In our American system of jurisprudence, ignorance of the law is no defense and in many other instances people are held liable for what they knew or should have known. In light of these well established principles, I am at a loss to understand how an independent investigation of the massive academic scandal at the University of North Carolina could absolve current Tar Heels basketball coach Roy Williams from any responsibility for the fraud that continues to be committed against athletes, in particular black student-athletes.

The scandal involved classes that were managed by Debbie Crowder, a non-faculty Student Services Manager in the African and Afro-American Studies (AFAM) department. The "paper classes" required no class attendance or course work other than a single paper that resulted in consistently high grades for the students who participated in the scam. According to the "independent" report compiled by former U.S. Justice Department official Kenneth Wainstein (Wainstein Report), 47.6 percent of enrollees were student-athletes of which 50.9 percent were football players, 12.2 percent men's basketball players, 6.1 percent were women's basketball players, and 30.6 percent Olympic and other sport athletes.

According to the Wainstein Report, student-athletes were directed to the classes by members of the Academic Support Program for Student-Athletes (ASPSA). The investigation determined that 167 basketball players enrolled in paper classes during Williams'11-year tenure, compared to 54 players during Dean Smith's 36-year tenure and 17 during Coach Bill Guthridge's 3-year tenure.

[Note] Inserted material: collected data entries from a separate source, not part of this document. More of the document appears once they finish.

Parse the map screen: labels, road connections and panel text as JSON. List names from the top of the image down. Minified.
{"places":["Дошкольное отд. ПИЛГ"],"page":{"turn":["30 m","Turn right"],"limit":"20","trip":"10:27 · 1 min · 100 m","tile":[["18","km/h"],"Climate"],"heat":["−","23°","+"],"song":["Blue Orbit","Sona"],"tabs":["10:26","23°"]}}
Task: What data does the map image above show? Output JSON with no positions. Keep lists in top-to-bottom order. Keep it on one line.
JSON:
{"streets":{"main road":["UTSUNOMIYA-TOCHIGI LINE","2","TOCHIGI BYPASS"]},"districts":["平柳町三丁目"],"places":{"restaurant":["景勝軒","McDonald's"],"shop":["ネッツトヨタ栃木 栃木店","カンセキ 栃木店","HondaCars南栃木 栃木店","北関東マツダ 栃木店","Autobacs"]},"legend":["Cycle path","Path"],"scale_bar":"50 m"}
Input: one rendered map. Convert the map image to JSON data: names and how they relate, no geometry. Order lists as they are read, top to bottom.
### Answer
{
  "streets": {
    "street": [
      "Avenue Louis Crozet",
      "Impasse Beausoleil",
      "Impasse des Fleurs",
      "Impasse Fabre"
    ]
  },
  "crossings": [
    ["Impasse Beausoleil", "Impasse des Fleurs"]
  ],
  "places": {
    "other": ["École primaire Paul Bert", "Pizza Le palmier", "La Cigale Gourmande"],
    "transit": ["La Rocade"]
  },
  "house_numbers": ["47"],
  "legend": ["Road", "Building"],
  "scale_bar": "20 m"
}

According to the Wainstein Report, academic counselors in ASPSA were aware that the paper courses existed, that they required relatively little work and that they generally resulted in high grades. According to the Wainstein Report, the counselors identified those student-athletes who needed extra help to maintain their eligibility, steered them towards the paper classes and then worked closely with Crowder to register them. The Wainstein Report also concluded that men's basketball academic counselor Burgess McSwain and her successor Wayne Walden routinely called Crowder to arrange classes for UNC basketball players.

Williams' claim of ignorance, and the failure to inquire about the academic status of members of the UNC basketball team is even more unbelievable when you consider the fact that the current scandal comes on the heels of a 2010 academic scandal that resulted in the imposition of a one-year postseason ban and scholarship reductions on the football program as the penalty for improper benefits and academic misconduct. Football coach Butch Davis was also fired and AD Dick Baddour resigned.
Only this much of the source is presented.